Fettuccine Alfredo supposedly became popular in the United States when Hollywood stars Mary Pickford and Douglas Fairbanks dined at Di Lelio’s restaurant while on their honeymoon. They spread the word when they returned to America.
And, of course…everything’s better with bacon, right?
If you don’t believe that…this recipe will convert you!
Guanciale (gwan-chalie), an Italian-style bacon made from hog jowl, is a prized gourmet delicacy in central Italy. Typically, it’s dry-cured, hand-coated with fresh cracked peppercorns, then smoked over smoldering hickory logs for nearly 24 hours. The result is a meat with a noticeably richer flavor than typical bacon, and is a popular addition to such classic dishes as spaghetti alla carbonara and pasta all’amatriciana.
I found it with the uncut bacon, and smoked hocks, at Fred Meyer, for about 1/2 the price of good bacon (about $2.50/lb).
Here’s what I do with it:
2 pound dried fettucine
1/2 lb chicken tenders, brined and grilled
1/2 lb pork cheeks (jowls) bacon, or Guanciale
6 tablespoons unsalted butter
1 shallot, minced
1 tsp fresh minced garlic
1 cup heavy cream
1 cup finely grated Asiago cheese
1/2 teaspoon salt
4 eggs yolks
1 teaspoon freshly ground black pepper
Pre-heat oven to 350d
Cook the fettuccine in a pot of rapidly boiling salted water until al dente. Drain in a colander, reserving 1/2 cup of the pasta cooking liquid. NEVER RINSE YOUR PASTA.

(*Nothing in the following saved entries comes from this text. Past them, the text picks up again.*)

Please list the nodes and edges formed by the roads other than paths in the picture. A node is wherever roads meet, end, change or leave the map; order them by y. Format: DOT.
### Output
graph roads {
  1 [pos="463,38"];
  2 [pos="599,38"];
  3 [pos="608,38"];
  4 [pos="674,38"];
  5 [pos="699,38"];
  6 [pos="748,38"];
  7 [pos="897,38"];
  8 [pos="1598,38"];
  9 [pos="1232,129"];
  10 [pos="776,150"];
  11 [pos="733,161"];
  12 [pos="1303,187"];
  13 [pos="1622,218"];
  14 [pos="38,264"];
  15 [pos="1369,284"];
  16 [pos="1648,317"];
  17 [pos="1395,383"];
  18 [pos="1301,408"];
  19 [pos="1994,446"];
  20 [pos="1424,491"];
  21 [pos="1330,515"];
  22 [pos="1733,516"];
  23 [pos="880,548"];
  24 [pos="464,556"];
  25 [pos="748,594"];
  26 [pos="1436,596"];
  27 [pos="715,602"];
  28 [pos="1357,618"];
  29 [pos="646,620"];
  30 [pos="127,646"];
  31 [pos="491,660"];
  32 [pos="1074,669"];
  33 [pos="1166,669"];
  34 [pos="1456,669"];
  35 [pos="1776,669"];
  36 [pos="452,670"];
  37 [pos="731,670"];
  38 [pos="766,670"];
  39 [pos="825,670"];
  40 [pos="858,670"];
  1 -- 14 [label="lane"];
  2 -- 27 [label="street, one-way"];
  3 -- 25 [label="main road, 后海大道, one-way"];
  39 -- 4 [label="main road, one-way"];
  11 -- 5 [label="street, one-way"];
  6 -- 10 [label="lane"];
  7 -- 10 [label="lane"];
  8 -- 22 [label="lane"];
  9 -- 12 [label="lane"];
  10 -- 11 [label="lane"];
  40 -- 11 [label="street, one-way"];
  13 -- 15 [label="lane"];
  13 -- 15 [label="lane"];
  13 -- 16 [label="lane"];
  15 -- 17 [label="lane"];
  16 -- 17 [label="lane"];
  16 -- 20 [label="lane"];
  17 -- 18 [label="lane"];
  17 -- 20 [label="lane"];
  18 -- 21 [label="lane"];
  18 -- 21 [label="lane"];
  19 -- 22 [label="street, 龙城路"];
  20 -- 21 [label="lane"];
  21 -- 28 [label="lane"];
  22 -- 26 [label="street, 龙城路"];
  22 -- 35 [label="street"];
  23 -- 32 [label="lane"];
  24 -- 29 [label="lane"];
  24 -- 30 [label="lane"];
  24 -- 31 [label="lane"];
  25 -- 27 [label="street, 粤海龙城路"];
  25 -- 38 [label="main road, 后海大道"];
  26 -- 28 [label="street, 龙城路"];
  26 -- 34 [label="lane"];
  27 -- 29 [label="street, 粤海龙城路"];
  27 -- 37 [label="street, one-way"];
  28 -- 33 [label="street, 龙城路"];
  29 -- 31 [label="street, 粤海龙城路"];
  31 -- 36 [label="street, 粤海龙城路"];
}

While the pasta is cooking, melt the butter in a medium saucepan over medium-high heat. Add shallots and saute until tender, add garlic. Add heavy cream and bring to a simmer. Cook until sauce has reduced slightly, about 5 minutes. Remove from the heat.
Return the pasta to the pot it was cooked in, set over medium-high heat along with the reserved cooking liquid. Add the butter-cream mixture, half of the asiago, bacon, and chicken, and toss to combine thoroughly. Season with salt and pepper, to taste.
Sprinkle with remaining asiago and garnish with raw egg yolk, if desired.
NOTE: We made this recipe again last night, with (at my daughter’s request) tri-color spiral pasta. Turned out very nice, and, for a 4 y/o, a lot less messy!
PS – The raw egg yolk is another Italian thing, and adds an extra layer of richness to the recipe. Once served, break the yolk and gently fold into the dish. Alternatively, you can add the yolks to the pasta along with the sauce and blend it in then.